Marriage

How to Respond to your Wife’s Complaints

Below are common complaints that husbands and wives have towards each other. Understanding both sides of the coin helps the husband know how to help his wife when she puts forward one of these complaints, and how to help himself when he feels complaints against his wife.

However, each spouse should focus on what applies to him/her rather than focus on the responsibilities of the other.

With that in mind, I will attempt to offer practical solutions to the husband for how to properly respond to the complaints his wife has about his behavior.

“MY EARS HAVE HEARD”

First of all, one must remember the words of King David (Psalms 92:12): “When those who would harm me rise up against me, my ears have heard.” When people who hate me, the verse seems to be saying, and want to do evil to me talk, I will lower my ears to listen to their complaints because maybe they have a point. I may need to correct something or be more careful in my behavior.

How much more so does this apply when we are talking about a person who is not only not an enemy, but the person closest in the world to us. It is very worthwhile, and the right thing to do, to try and understand what is bothering your spouse. She might have a point, and even if she doesn’t, maybe you could make a small change that would make a huge difference to her.
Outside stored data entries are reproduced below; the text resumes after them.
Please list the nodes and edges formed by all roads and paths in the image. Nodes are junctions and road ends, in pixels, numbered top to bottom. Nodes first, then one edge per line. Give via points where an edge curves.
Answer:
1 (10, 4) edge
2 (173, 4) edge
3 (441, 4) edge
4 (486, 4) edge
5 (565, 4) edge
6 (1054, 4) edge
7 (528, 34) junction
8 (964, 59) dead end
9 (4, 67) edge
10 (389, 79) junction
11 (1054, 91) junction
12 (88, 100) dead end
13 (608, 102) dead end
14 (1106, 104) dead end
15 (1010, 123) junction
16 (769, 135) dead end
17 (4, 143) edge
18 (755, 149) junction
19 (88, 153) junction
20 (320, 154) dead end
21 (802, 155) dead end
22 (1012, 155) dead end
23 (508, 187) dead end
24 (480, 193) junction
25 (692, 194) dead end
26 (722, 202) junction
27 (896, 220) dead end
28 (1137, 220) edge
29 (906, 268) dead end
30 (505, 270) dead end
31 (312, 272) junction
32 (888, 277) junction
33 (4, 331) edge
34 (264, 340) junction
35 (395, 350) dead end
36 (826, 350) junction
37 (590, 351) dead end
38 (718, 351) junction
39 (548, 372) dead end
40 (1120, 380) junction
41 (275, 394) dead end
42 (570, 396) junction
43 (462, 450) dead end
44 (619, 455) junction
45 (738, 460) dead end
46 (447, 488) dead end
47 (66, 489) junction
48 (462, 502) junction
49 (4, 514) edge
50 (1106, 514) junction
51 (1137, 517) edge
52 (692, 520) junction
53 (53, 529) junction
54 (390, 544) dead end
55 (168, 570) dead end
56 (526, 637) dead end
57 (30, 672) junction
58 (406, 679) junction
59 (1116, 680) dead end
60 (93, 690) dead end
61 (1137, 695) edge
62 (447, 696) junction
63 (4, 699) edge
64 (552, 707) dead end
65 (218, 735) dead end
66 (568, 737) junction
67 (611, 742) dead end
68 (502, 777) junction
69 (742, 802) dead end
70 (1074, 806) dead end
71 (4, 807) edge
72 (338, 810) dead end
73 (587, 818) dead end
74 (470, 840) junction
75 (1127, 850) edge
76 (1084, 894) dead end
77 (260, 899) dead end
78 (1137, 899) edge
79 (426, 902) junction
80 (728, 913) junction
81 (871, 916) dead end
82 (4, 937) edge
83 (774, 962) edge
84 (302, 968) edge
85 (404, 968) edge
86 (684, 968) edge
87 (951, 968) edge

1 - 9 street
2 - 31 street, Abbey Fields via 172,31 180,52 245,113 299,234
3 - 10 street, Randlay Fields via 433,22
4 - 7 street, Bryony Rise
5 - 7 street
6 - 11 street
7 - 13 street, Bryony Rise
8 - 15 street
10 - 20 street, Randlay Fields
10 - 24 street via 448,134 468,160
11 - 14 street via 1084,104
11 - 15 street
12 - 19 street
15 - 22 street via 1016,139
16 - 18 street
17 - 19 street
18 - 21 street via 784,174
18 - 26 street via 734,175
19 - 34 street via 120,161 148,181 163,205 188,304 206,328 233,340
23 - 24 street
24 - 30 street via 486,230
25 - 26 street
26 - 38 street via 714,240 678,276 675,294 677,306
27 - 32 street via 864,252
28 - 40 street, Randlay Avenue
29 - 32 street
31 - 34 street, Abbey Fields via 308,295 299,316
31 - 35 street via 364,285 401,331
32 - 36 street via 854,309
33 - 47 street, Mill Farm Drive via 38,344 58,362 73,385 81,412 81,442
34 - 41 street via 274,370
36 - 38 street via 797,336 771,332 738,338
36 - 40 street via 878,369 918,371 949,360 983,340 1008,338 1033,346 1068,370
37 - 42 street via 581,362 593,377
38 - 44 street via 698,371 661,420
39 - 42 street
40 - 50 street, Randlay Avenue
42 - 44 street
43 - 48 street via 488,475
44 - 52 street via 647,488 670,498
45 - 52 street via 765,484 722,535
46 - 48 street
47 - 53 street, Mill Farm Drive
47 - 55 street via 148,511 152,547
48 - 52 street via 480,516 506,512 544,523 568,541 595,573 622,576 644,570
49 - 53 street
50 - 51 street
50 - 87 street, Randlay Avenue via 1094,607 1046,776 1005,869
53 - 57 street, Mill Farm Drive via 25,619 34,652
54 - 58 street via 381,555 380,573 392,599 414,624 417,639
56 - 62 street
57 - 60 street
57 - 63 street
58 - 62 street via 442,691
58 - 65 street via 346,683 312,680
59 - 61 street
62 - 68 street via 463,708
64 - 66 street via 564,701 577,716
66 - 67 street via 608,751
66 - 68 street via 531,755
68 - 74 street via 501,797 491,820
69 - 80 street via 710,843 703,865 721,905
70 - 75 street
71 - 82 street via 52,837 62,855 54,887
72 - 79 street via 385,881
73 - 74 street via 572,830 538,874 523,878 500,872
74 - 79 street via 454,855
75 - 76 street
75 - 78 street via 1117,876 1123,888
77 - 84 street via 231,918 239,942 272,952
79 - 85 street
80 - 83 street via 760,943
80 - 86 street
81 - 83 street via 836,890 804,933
COMMON COMPLAINTS FROM WIFE TO HUSBAND:

WIFE’S COMPLAINT:
1. “You don’t listen to me.”
2. “You don’t talk to me enough.”

HUSBAND’S RESPONSE:
“We talked about whatever was necessary. I really don’t understand what is bothering you. You talk so much on the phone with your friends and family, why do you need to talk to me so much?

WHO’S RIGHT?

The husband sees conversation with his wife as a way of transmitting information; his wife sees conversation as a way to forge an intimate connection with her husband.

A woman sees communication as connection, whereas the husband mainly talks in order for her to know something she needs to know, like details about finances, shopping, education of children, health matters, etc. Women also talk to their husbands for practical reasons but she uses speech mainly as a sort of proof that they’re connected, and to build that connection.

A husband must understand that his wife needs him to talk with her not because she has no one else to speak to, but because she has a pure and natural need to speak specifically to him! This is the reason why a woman continues to talk even after he understands what she is saying from the first sentence. When he says as much, she gets hurt and insists that he listen until she finishes.

Parenthetically, we are talking about a special consideration that is different from all other kindnesses that a man can do. Anything else in the world can be done by others instead of him. But to fulfill his wife’s need to connect with her husband through conversation? This can only be done by him, and it obligates him.

WHAT’S THE SOLUTION?

A husband should initiate conversation, preferably when he first comes home. And it can’t hurt to add a phrase such as, “I waited all day for the moment when I could share this with you.” This approach will give a strong message of your desire for connection. The fact that you are the initiator is the key here. This gives your wife a feeling of security in your relationship and reduces her need for drawn-out conversations to prove that the relationship is strong. Tell her you wish you had more opportunity to spend time talking together.

Truthfully, according to her nature, you couldn’t possibly talk enough to satisfy her. And when she hears you admit that, she will already feel calmer. “He is connected to me, he loves me and wants to talk to me, but he is limited by time and work obligations that prevent him from having as much time to talk to me as he would like.” This knowledge gives her a sense of calm and happiness.

WIFE’S COMPLAINT:
“You don’t have time for me.”

HUSBAND’S RESPONSE:
“I think we actually spend a lot of time together.”

WHO’S RIGHT?

If a husband will pay close attention to how he behaves while at home, he will notice that he is often stressed out because he is late, or he is waiting for an important phone call. He feels like they spent time together, but she feels like he was there in body but not in spirit.

WHAT’S THE SOLUTION?

Quality time. Even when the husband is in a rush or is expecting a phone call, and only has ten minutes, he must try to be calm, relaxed, and as present as possible. He should be giving over the message: “There is no more important job I have right now than to spend time with my other half, listening to her and helping her to the best of my ability.”